Let the function f(x) is continuous and defined on a given interval [a; b] and has on it some (finite) number of critical points. First, find the derivative function f'(x) h.
Equate the derivative of the function to zero to determine the critical points of the function. Do not forget to specify the point at which the derivative does not exist, they are also critical.
Of the many found the critical points we select those which belong to the segment [a; b]. The computed values of the function f(x) at these points and at the ends of the segment.
From the set of found values of the function to select the maximum and minimum values. This is the desired maximum and minimum values of the function.
Advice 4 : How to find the intervals of monotonicity and extremum
The study of the behavior of a function with a complex dependence on the argument is carried out using a derivative. The nature of the change of the derivative can find critical points and areas of growth or decrease of a function.
On different parts of the numerical plane function behaves differently. When crossing the y-axis of the function changes sign, passing through zero value. The monotonous rise may be replaced by a decrease when passing functions through the critical point — the extremes. To find the extrema of the function, the point of intersection with the coordinate axes, the plots repetitive behavior — all of these tasks are the analysis of the behavior of the derivative.

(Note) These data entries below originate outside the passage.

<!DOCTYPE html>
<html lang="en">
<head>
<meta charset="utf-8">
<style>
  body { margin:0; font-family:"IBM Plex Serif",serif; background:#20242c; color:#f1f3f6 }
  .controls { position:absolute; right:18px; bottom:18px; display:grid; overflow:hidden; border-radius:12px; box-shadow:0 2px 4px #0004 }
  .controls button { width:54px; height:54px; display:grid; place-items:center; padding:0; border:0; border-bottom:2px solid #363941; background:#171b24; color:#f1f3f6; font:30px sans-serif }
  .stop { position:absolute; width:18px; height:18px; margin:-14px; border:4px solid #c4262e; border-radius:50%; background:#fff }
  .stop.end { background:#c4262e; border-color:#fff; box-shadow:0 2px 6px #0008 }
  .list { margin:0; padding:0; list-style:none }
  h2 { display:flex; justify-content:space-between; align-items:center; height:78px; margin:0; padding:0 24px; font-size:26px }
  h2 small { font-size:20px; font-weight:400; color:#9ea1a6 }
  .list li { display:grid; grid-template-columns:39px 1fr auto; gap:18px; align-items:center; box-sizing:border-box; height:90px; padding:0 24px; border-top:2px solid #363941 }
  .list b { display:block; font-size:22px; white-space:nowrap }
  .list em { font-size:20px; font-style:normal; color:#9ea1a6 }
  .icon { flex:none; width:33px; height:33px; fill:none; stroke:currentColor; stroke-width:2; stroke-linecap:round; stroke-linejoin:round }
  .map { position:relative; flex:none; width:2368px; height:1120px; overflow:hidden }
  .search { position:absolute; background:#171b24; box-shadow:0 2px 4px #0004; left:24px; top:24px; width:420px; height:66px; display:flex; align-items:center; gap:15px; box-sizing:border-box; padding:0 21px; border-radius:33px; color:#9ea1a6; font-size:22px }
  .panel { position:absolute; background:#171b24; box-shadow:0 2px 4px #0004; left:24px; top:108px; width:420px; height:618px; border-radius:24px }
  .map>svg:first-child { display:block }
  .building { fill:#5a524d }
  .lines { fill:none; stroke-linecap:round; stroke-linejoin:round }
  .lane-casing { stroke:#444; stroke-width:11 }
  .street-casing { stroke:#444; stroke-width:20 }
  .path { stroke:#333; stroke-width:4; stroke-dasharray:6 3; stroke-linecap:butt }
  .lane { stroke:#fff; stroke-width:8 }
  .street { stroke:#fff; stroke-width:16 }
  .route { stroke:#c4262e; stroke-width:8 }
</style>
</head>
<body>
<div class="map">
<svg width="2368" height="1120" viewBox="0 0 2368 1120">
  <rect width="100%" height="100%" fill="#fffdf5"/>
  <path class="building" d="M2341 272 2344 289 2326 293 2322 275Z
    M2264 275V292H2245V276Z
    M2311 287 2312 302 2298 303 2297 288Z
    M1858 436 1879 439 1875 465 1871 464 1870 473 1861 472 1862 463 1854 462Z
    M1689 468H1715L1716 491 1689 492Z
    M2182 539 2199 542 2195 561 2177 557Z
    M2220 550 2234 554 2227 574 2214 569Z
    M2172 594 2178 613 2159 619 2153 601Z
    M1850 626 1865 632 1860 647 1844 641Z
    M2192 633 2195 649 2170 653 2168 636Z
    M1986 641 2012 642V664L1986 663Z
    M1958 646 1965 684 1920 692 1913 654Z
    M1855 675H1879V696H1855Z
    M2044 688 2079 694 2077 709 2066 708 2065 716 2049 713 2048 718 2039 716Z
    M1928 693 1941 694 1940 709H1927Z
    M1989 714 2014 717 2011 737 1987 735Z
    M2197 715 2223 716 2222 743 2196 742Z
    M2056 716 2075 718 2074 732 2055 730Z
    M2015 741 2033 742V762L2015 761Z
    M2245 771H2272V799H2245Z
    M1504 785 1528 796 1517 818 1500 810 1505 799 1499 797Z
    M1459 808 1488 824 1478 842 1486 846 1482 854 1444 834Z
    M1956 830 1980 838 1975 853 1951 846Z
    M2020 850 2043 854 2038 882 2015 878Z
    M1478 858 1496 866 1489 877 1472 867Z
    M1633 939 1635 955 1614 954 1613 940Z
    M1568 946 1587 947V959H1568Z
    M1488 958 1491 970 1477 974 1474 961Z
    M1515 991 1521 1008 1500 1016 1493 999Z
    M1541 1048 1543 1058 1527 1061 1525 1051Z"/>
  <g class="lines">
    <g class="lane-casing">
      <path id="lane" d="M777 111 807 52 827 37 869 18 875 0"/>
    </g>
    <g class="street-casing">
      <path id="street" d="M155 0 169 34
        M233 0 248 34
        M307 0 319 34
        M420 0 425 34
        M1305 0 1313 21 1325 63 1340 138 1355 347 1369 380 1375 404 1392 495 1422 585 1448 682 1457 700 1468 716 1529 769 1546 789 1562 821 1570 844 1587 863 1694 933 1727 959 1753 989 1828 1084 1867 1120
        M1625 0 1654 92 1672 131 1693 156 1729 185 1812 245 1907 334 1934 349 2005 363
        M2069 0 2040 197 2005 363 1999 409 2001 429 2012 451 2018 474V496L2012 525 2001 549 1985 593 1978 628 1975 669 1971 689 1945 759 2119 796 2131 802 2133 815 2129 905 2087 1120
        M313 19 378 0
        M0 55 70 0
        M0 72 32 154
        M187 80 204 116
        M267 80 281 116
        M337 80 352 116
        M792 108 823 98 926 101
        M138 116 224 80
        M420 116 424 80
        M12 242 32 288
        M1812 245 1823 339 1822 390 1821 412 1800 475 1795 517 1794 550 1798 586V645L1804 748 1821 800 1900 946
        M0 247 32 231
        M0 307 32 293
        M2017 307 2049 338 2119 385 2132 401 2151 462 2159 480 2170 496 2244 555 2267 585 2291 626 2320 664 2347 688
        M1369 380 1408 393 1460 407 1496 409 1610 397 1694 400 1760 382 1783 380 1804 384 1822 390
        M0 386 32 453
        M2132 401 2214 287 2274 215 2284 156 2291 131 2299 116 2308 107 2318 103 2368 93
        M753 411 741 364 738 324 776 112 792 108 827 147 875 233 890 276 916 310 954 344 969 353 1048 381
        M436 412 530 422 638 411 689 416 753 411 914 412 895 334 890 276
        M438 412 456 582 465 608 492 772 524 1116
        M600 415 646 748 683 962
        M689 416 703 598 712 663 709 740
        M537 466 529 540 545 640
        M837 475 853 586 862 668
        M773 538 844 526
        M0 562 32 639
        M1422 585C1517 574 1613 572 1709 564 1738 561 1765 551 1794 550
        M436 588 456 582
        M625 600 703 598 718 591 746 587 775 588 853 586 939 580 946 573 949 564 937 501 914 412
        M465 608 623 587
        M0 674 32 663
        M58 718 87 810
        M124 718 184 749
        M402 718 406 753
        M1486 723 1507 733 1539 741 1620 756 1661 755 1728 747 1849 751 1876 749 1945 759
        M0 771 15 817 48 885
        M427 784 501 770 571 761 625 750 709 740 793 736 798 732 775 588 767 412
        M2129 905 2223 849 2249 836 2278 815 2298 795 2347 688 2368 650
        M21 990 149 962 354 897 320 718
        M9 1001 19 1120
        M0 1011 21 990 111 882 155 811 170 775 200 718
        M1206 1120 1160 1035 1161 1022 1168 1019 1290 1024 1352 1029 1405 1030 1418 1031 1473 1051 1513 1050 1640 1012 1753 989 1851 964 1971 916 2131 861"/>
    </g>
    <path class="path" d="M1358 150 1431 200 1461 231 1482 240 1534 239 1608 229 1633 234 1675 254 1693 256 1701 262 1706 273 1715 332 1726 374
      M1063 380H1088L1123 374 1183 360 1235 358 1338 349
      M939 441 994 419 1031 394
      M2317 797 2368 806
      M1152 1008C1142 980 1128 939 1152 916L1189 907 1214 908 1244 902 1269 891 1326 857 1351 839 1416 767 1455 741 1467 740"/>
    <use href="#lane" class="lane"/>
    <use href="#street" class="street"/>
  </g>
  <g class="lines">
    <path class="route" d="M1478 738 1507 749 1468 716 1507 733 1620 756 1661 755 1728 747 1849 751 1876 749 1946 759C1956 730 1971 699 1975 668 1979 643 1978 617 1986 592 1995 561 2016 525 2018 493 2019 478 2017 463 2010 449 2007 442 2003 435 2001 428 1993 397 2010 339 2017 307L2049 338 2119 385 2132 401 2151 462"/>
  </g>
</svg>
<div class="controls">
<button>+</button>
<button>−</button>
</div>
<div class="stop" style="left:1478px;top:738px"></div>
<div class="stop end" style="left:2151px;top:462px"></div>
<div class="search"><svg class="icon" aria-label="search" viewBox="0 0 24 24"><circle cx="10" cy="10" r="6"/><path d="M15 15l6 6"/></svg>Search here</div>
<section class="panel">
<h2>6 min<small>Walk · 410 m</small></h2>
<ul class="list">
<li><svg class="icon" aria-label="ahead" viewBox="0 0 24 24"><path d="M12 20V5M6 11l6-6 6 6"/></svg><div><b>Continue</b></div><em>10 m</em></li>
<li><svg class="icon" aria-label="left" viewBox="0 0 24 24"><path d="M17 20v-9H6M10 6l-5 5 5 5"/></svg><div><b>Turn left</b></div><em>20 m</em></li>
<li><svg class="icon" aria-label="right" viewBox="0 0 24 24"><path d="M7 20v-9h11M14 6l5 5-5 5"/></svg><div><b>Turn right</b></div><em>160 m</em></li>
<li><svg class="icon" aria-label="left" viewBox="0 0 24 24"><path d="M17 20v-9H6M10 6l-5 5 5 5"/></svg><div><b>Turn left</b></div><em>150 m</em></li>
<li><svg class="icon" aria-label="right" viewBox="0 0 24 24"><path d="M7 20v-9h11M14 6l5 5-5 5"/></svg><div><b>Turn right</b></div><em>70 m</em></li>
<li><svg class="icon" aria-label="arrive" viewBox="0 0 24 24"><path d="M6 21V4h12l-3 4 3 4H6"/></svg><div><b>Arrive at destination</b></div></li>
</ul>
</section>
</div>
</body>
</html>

Before beginning the study of the behaviour of the function Y = F(x) consider the scope of permissible argument values. Take into consideration only those values of the independent variable "x" when the existence of feature Y.
Check whether the given function differentiable on the interval of the numerical axis. Find the first derivative of the given function Y' = F'(x). If F'(x)>0 for all values of the argument, the function Y = F(x) on this segment is increasing. The converse is true: if the interval F'(x)<0, the phase function decreases monotonically.
For finding extrema solve the equation F'(x)=0. Determine the argument value x₀ at which the first derivative equal to zero. If the function F(x) exists at x=h and equal Y₀=F(x₀), the resulting point is an extremum.
To determine the found extremum point is a maximum or minimum of a function, compute the second derivative F"(x) the original function. Find the value of the second derivative at the point x₀. If F"(x₀ )>0, then x₀ - point minimum. If F"(x₀ )<0, x₀ is the maximum point of the function.